[Dataset entries]
===============

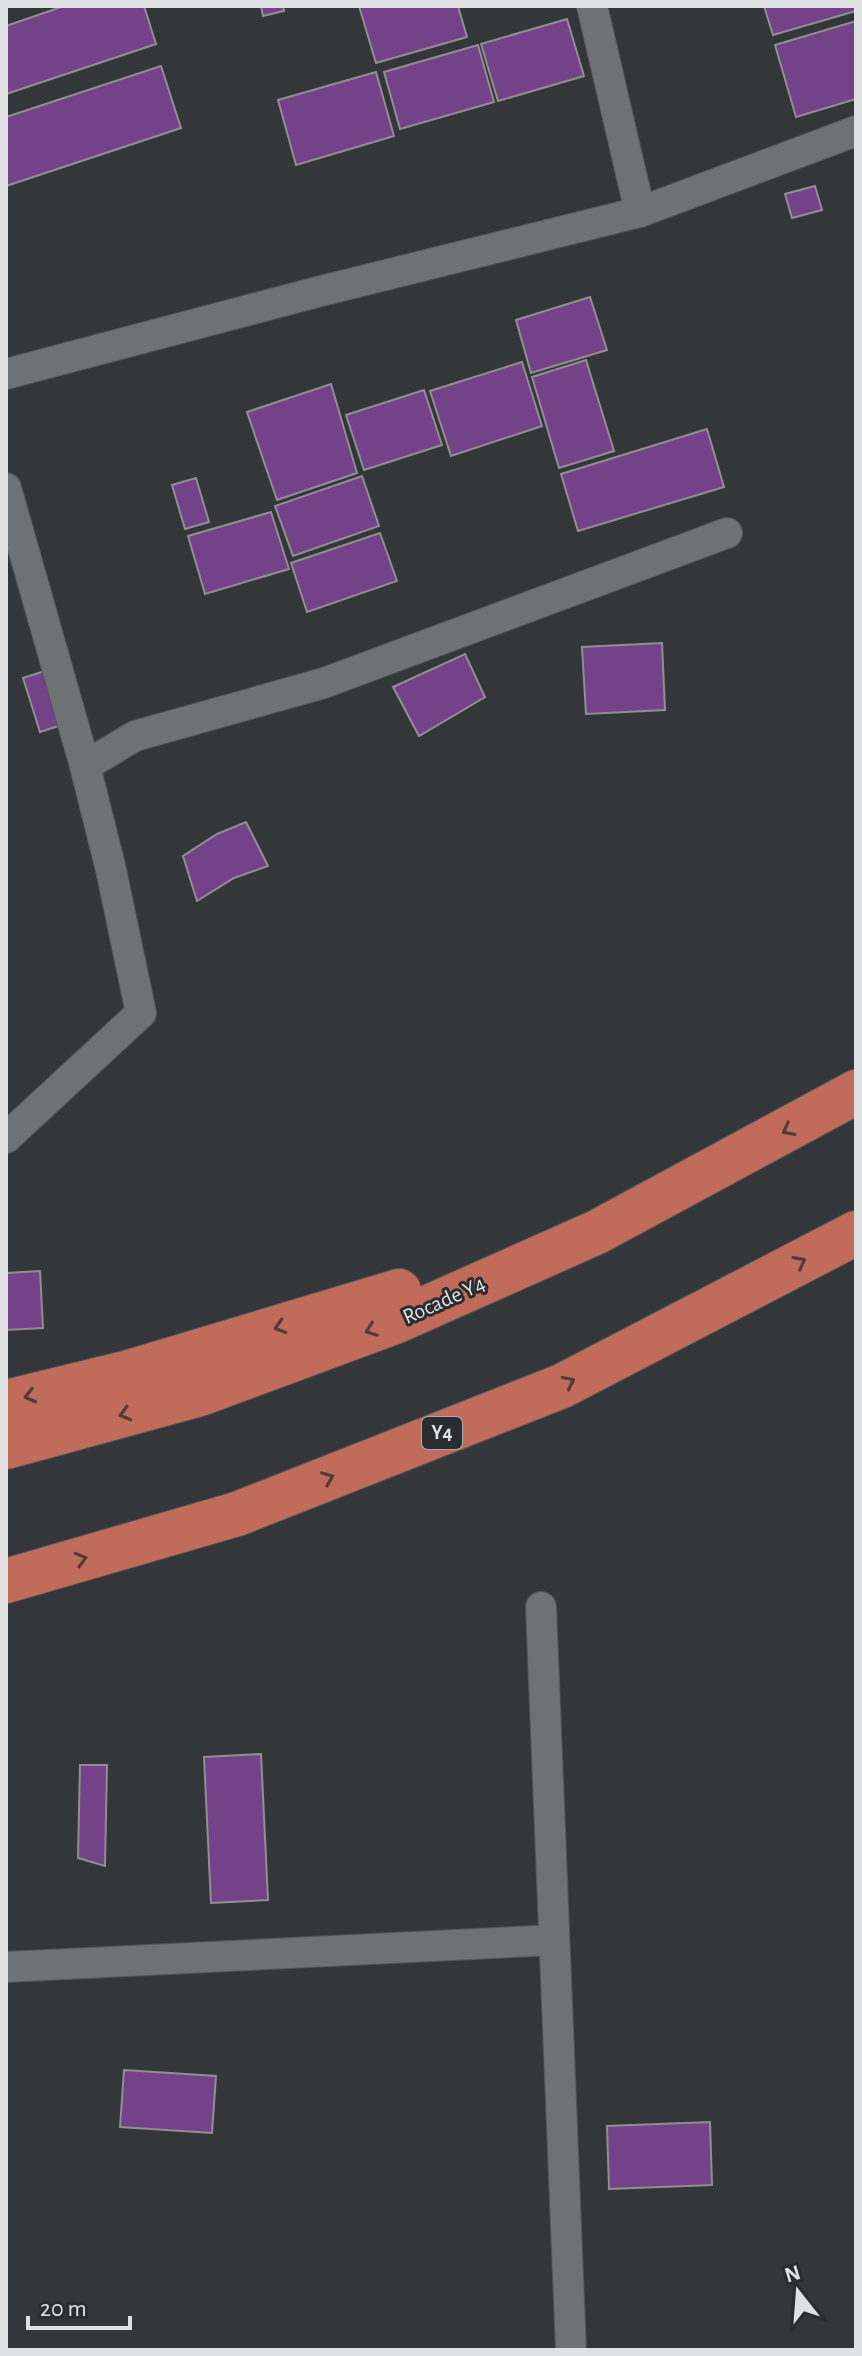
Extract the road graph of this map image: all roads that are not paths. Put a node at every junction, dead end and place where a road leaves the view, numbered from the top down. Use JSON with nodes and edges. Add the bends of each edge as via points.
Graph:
{"nodes":[{"id":1,"x":592,"y":6,"type":"edge"},
{"id":2,"x":856,"y":131,"type":"edge"},
{"id":3,"x":640,"y":212,"type":"junction"},
{"id":4,"x":6,"y":374,"type":"edge"},
{"id":5,"x":6,"y":488,"type":"edge"},
{"id":6,"x":727,"y":533,"type":"dead end"},
{"id":7,"x":85,"y":766,"type":"junction"},
{"id":8,"x":856,"y":1092,"type":"edge"},
{"id":9,"x":6,"y":1138,"type":"edge"},
{"id":10,"x":597,"y":1232,"type":"junction"},
{"id":11,"x":856,"y":1233,"type":"edge"},
{"id":12,"x":6,"y":1402,"type":"edge"},
{"id":13,"x":6,"y":1447,"type":"edge"},
{"id":14,"x":6,"y":1581,"type":"edge"},
{"id":15,"x":541,"y":1607,"type":"dead end"},
{"id":16,"x":554,"y":1940,"type":"junction"},
{"id":17,"x":6,"y":1967,"type":"edge"},
{"id":18,"x":571,"y":2350,"type":"edge"}],
"edges":[{"from":1,"to":3,"type":"street"},
{"from":2,"to":3,"type":"street"},
{"from":3,"to":4,"type":"street"},
{"from":5,"to":7,"type":"street"},
{"from":6,"to":7,"type":"street","via":[[324,683],[135,736]]},
{"from":7,"to":9,"type":"street","via":[[141,1013]]},
{"from":8,"to":10,"type":"highway","name":"Rocade Y4","one_way":true},
{"from":10,"to":12,"type":"highway","one_way":true,"via":[[129,1372]]},
{"from":10,"to":13,"type":"highway","name":"Rocade Y4","one_way":true,"via":[[397,1321],[200,1394]]},
{"from":14,"to":11,"type":"highway","number":"Y4","one_way":true,"via":[[237,1514],[562,1386]]},
{"from":15,"to":16,"type":"street"},
{"from":16,"to":17,"type":"street"},
{"from":16,"to":18,"type":"street"}]}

===============

> [ABOUT THIS TASK] If a line in the entries above has the word "Rocade", copy it.

> [RESPONSE BOX]
{"from":8,"to":10,"type":"highway","name":"Rocade Y4","one_way":true},
{"from":10,"to":13,"type":"highway","name":"Rocade Y4","one_way":true,"via":[[397,1321],[200,1394]]},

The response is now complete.